USA - 2015
For his dissertation, "Shared-Memory Parallelism Can Be Simple, Fast, and Scalable," nominated by Carnegie Mellon University.Press Release
Carnegie Mellon Graduate Earns ACM Doctoral Dissertation Award
Julian Shun has won the 2015 ACM Doctoral Dissertation Award presented by ACM for providing evidence that, with appropriate programming techniques, frameworks and algorithms, shared-memory programs can be simple, fast and scalable. In his dissertation Shared-Memory Parallelism Can Be Simple, Fast, and Scalable, he proposes new techniques for writing scalable parallel programs that run efficiently both in theory and in practice.
While parallelism is essential to achieving high performance in computing, writing efficient and scalable programs can be very difficult. Shun’s three-pronged approach to writing parallel programs that he outlines in his thesis includes:
- proposing tools and techniques for deterministic parallel programming;
- the introduction of Ligra, the first high-level shared-memory framework for parallel graph traversal algorithms; and
- presenting new algorithms for a variety of important problems on graphs and strings that are both efficient in theory and practice.
Shun is a post-doctoral researcher at the University of California, Berkeley, where he was awarded a Miller Research Fellowship. He earned his Ph.D. at Carnegie Mellon University, which nominated him for the ACM Doctoral Dissertation Award. He earned a B.A. in Computer Science from the University of California, Berkeley, where he was ranked first in the 2008 graduating class of computer science students. During the 2013-2014 academic year, he was the recipient of a Facebook Graduate Fellowship.

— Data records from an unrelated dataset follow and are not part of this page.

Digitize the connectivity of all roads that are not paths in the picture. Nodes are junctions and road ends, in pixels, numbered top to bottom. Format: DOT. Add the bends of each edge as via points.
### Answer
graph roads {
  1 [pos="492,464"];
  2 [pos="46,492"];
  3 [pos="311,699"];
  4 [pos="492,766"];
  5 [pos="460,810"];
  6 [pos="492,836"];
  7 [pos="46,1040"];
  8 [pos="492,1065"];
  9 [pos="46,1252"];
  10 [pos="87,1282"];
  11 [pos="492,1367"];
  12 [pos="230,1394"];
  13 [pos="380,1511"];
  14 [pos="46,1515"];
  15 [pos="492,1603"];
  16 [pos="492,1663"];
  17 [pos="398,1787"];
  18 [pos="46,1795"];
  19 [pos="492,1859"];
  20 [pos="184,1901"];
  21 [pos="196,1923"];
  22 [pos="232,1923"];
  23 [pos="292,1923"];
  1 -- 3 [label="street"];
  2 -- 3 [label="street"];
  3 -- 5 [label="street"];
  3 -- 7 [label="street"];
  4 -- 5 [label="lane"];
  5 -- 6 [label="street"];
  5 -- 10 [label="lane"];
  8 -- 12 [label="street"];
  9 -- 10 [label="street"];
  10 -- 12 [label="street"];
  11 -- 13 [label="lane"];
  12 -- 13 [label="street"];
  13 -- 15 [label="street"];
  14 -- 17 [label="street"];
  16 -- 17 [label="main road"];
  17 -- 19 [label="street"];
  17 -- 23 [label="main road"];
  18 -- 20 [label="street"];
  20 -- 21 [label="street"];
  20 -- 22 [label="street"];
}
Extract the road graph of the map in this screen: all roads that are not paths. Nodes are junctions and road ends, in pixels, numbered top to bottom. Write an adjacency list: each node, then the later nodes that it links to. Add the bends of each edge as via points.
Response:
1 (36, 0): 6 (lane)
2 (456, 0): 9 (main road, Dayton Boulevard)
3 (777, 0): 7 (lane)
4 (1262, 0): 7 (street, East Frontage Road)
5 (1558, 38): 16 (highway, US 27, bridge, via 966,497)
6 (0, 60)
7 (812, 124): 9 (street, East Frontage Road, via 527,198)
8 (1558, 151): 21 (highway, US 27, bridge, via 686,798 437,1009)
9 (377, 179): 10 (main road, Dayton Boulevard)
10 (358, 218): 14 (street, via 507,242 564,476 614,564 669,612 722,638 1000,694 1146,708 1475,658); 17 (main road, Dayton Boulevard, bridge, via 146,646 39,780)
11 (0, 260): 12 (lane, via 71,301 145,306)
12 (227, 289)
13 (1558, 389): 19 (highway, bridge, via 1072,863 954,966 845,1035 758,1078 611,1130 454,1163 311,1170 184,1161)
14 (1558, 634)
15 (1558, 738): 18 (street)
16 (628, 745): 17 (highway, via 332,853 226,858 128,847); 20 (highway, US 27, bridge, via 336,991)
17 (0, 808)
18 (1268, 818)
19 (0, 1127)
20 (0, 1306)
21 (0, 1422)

He will receive the Doctoral Dissertation Award and its $20,000 prize at the annual ACM Awards Banquet on June 11 in San Francisco. Financial sponsorship of the award is provided by Google Inc.
Honorable mention for the 2015 ACM Doctoral Dissertation Award went to Aaron Sidford of the Massachusetts Institute of Technology, and Siavash Mirarab of the University of Texas at Austin. They will share a $10,000 prize, with financial sponsorship provided by Google Inc.
In Sidford’s dissertation, Iterative Methods, Combinatorial Optimization, and Linear Programming Beyond the Universal Barrier, he considers the fundamental problems in continuous and combinatorial optimization that occur pervasively in practice, and shows how to improve upon the best-known theoretical running times for solving these problems across a broad range of parameters. Sidford uses and improves techniques from diverse disciplines including spectral graph theory, numerical analysis, data structures, and convex optimization to provide the first theoretical improvements in decades for multiple classic problems ranging from linear programming to linear system solving to maximum flow. Sidford is presently a postdoctoral researcher at Microsoft New England. He received a Ph.D. in Computer Science from the Massachusetts Institute of Technology, which nominated him for this award.
Mirarab’s dissertation, Novel Scalable Approaches for Multiple Sequence Alignment and Phylogenomic Reconstruction, addresses the growing need to analyze large-scale biological sequence data efficiently and accurately. To address this challenge, Mirarab introduces several methods: PASTA, a scalable and accurate algorithm that can align data sets up to one million sequences; statistical binning, a novel technique for reducing noise in estimation of evolutionary trees for individual parts of the genome; and ASTRAL, a new summary method that can run on 1,000 species in one day and has outstanding accuracy. These methods were essential in analyzing very large genomic datasets of birds and plants. Mirarab is currently an Assistant Professor of Electrical and Computer Engineering at the University of California, San Diego. He obtained a Ph.D. in Computer Science from the University of Texas at Austin, which nominated him for this award.